A typical resolution looks like this:
client → resolver: "mail.example.com?"
resolver → root: "mail.example.com?"
root → resolver: "ask the .com servers, here they are"
resolver → .com: "mail.example.com?"
.com → resolver: "ask example.com's nameservers, here they are"
resolver → example.com NS: "mail.example.com?"
example.com NS → resolver: "203.0.113.42"
resolver → client: "203.0.113.42"
In practice the resolver did this once, weeks ago, and has been serving the answer from cache for everyone in your office since. Each record carries a TTL which is the operator’s promise: “this answer is good for at least N seconds.”
Why a tree, not a hash table?
You could imagine an alternative universe with a flat namespace and a
distributed hash table — example.com is just a key, and some peer-to-peer
protocol stores the value. People have built this; it doesn’t replace DNS, and
the reason is mostly social, not technical.
A flat namespace forces a single answer to “who decides which names are
allowed?” A tree lets that question be answered differently in every subtree.
ICANN decides which TLDs exist. Verisign decides who gets a .com. You decide
what lives under your .com. Your team lead decides what lives under
team.example.com. The same data structure that organizes the names also
organizes the politics, and that turns out to be the thing you can’t skip.
Show the seams
A few places the clean story doesn’t quite hold:
- The root isn’t really the root. ICANN coordinates the root zone, but the content (which TLDs exist and who runs them) is the result of policy processes, contracts, and in some cases government involvement for country-code TLDs. The “tree” has a political base, not a technical one.

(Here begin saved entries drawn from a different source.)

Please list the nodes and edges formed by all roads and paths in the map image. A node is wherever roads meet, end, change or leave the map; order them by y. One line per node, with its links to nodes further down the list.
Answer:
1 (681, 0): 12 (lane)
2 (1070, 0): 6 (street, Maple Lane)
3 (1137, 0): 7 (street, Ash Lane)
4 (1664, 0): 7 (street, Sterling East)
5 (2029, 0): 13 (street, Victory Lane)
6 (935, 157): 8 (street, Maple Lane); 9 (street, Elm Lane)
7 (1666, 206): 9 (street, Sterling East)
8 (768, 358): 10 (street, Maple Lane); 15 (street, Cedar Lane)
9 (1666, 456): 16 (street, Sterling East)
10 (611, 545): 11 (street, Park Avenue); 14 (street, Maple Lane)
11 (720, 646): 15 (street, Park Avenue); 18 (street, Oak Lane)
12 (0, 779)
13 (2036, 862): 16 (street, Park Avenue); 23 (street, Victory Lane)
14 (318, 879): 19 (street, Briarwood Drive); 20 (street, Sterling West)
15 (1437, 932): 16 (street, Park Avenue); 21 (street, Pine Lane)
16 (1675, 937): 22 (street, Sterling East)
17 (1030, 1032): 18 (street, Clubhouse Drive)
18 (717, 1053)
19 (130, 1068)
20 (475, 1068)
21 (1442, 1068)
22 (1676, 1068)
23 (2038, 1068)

- Caching makes propagation messy. “DNS changes can take 24–48 hours to propagate” is shorthand for “every cache between you and the world has its own TTL countdown.” Lower TTLs trade load on your servers for faster changes. There isn’t a clean answer; it’s a tuning knob.

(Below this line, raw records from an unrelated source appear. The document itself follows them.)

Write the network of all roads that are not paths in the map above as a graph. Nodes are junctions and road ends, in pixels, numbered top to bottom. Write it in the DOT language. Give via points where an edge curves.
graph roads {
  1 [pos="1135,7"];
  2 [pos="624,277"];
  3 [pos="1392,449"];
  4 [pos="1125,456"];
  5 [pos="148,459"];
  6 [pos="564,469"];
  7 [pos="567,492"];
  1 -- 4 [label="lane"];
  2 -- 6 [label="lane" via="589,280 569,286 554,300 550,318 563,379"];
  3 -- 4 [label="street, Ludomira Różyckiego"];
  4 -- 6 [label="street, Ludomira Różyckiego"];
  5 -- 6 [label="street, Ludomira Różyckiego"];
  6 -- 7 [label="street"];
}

- The “13 root servers” number is a historical artifact. It’s 13 named identities (A-root through M-root), originally because of UDP packet size limits in the early DNS protocol. Each identity is now backed by hundreds of physical instances via anycast.
- DNSSEC is the part that makes the hierarchy cryptographic, not just administrative. Each zone signs its records, and the parent zone signs a hash of the child’s key. The chain of trust runs from the root key downward, mirroring the delegation tree. Adoption is uneven and I don’t have a current global number I’d defend — coverage varies a lot by TLD and by organization.

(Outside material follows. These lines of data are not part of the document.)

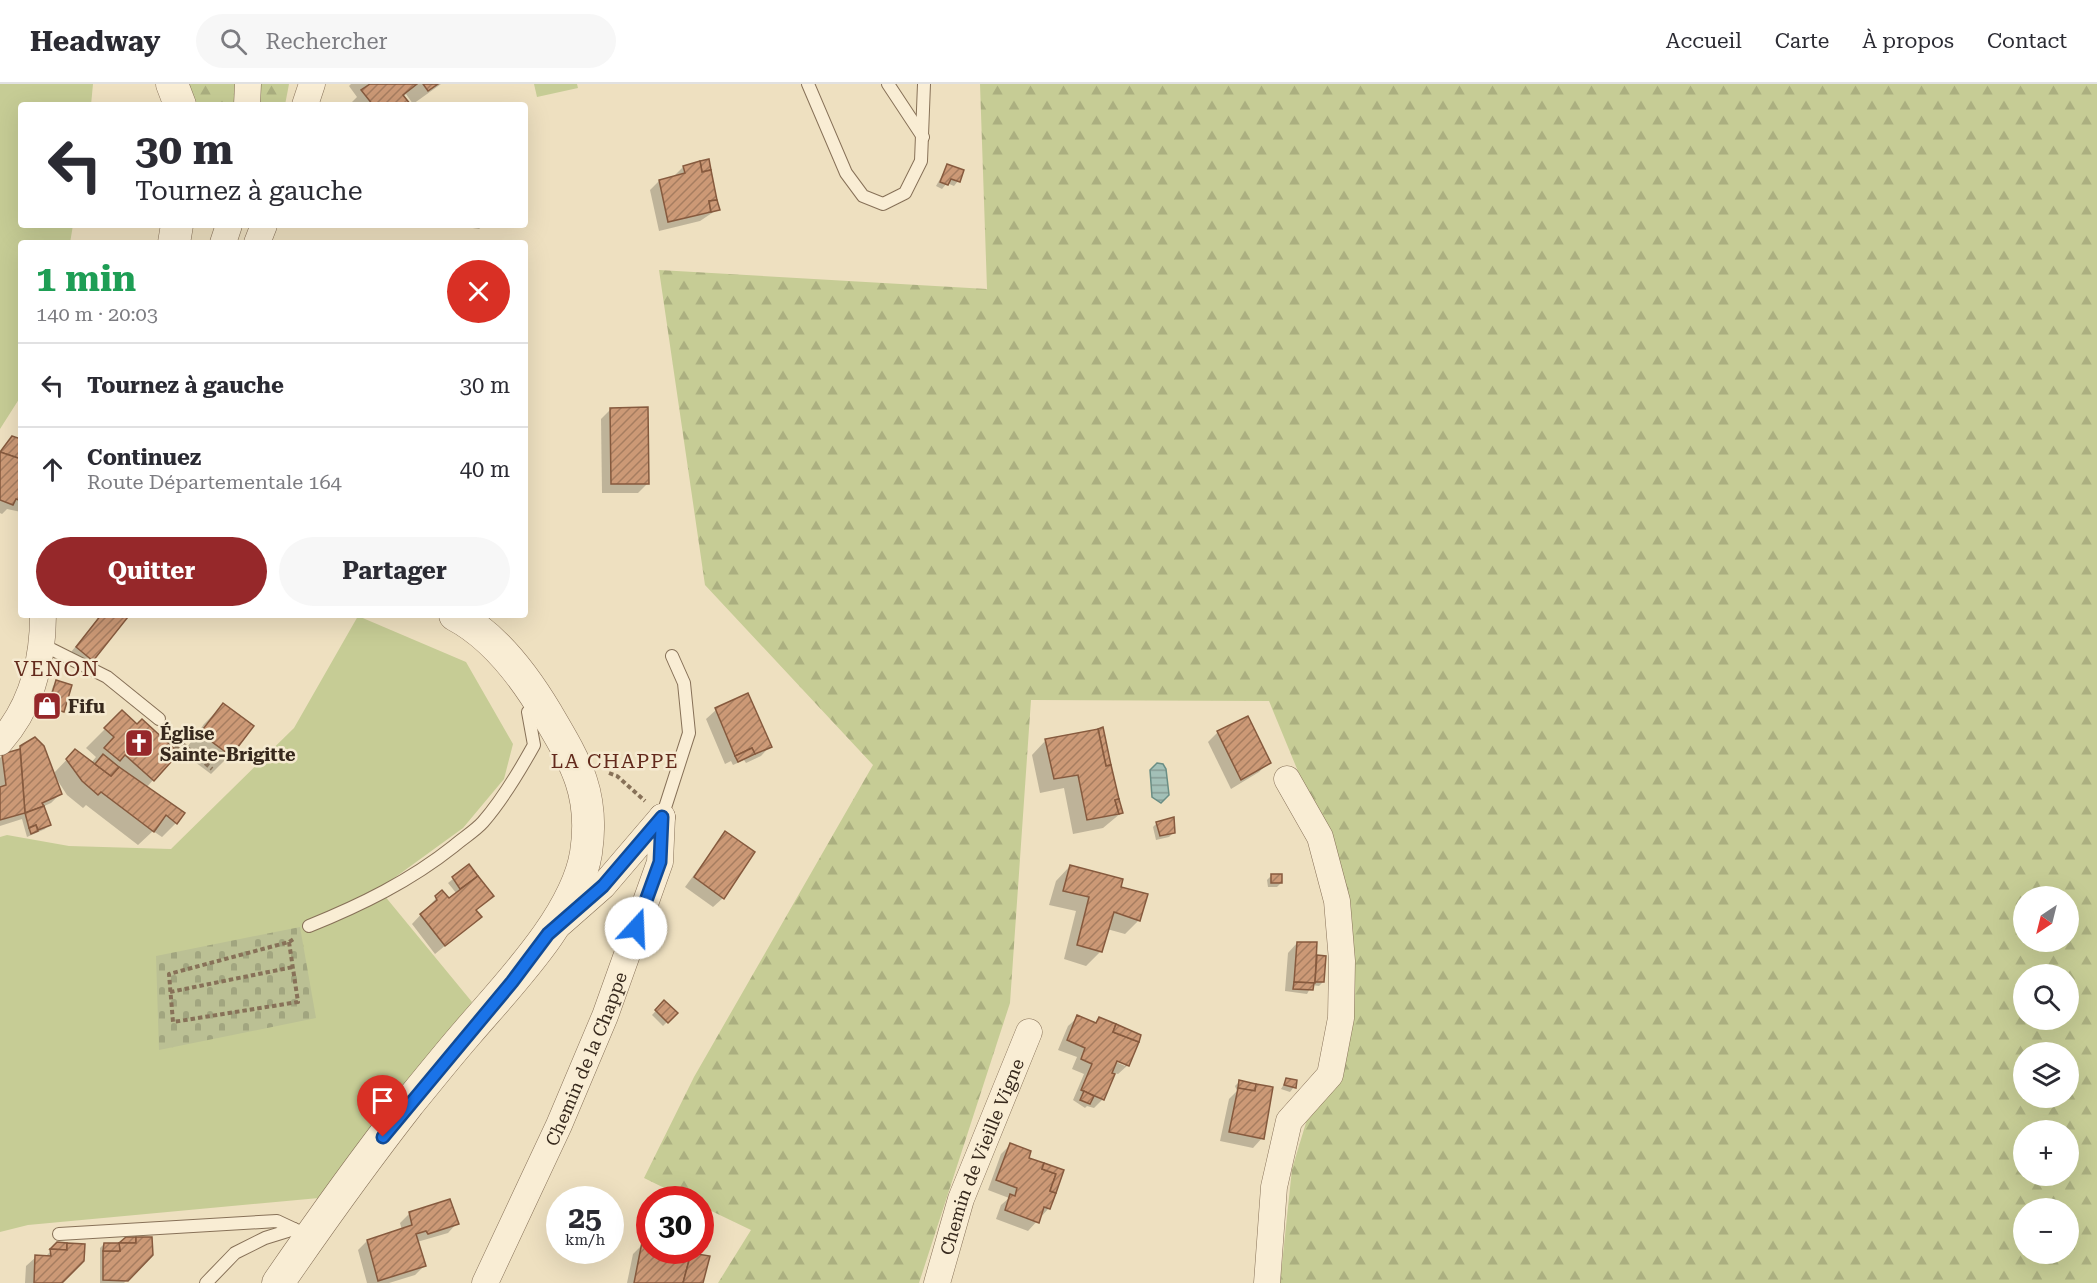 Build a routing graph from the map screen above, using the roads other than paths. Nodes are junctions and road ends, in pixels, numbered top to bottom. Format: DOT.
graph roads {
  1 [pos="172,84"];
  2 [pos="248,84"];
  3 [pos="312,84"];
  4 [pos="808,84"];
  5 [pos="888,84"];
  6 [pos="924,84"];
  7 [pos="179,102"];
  8 [pos="247,102"];
  9 [pos="306,102"];
  10 [pos="923,137"];
  11 [pos="43,618"];
  12 [pos="461,618"];
  13 [pos="43,645"];
  14 [pos="672,656"];
  15 [pos="539,701"];
  16 [pos="159,719"];
  17 [pos="0,742"];
  18 [pos="1287,779"];
  19 [pos="662,817"];
  20 [pos="309,926"];
  21 [pos="548,934"];
  22 [pos="1029,1032"];
  23 [pos="302,1233"];
  24 [pos="59,1234"];
  25 [pos="206,1283"];
  26 [pos="278,1283"];
  27 [pos="485,1283"];
  28 [pos="936,1283"];
  29 [pos="1267,1283"];
  1 -- 7 [label="street"];
  2 -- 8 [label="street"];
  3 -- 9 [label="street"];
  4 -- 10 [label="lane"];
  5 -- 10 [label="lane"];
  6 -- 10 [label="lane"];
  11 -- 13 [label="street"];
  12 -- 15 [label="street"];
  13 -- 16 [label="lane"];
  13 -- 17 [label="street"];
  14 -- 19 [label="lane"];
  15 -- 20 [label="lane"];
  15 -- 21 [label="street"];
  18 -- 29 [label="street"];
  19 -- 21 [label="street"];
  19 -- 27 [label="street, Chemin de la Chappe"];
  21 -- 23 [label="street"];
  22 -- 28 [label="street, Chemin de Vieille Vigne"];
  23 -- 24 [label="lane"];
  23 -- 25 [label="lane"];
  23 -- 26 [label="street"];
}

- Modern resolution often skips most of this. Your laptop usually asks a
recursive resolver (your ISP’s, or
1.1.1.1, or8.8.8.8) which has cached half the internet. The full root-to-leaf walk is rare in practice but is the fallback the system is designed around.
Famous related terms
- TLD —
TLD = the rightmost label in a domain name—.com,.org,.uk. The first level of delegation under the root. - Authoritative vs recursive server —
authoritative = "I own this zone",recursive = "I'll go ask on your behalf and cache the answer"— the two roles every DNS deployment splits into. - TTL —
TTL = seconds a record may be cached— the operator’s contract with every resolver downstream. - Anycast —
anycast = same IP, many machines, routing picks the nearest— how a “single” root server is actually hundreds. - DNSSEC —
DNSSEC = DNS records + signatures rooted at the root key— turns the administrative tree into a cryptographic one.
Going deeper
- RFC 1034 and RFC 1035 — Paul Mockapetris’s original DNS specifications from 1987. Short, readable, and the why shows through more clearly than in any later document.
- “The Design of the Domain Name System” (Mockapetris and Dunlap, SIGCOMM 1988) — the design rationale paper, which is more explicit than the RFCs about why hierarchy was the central choice.
- The IANA root zone database — the actual list of TLDs and their operators, which makes the political layer concrete in a way the protocol docs don’t.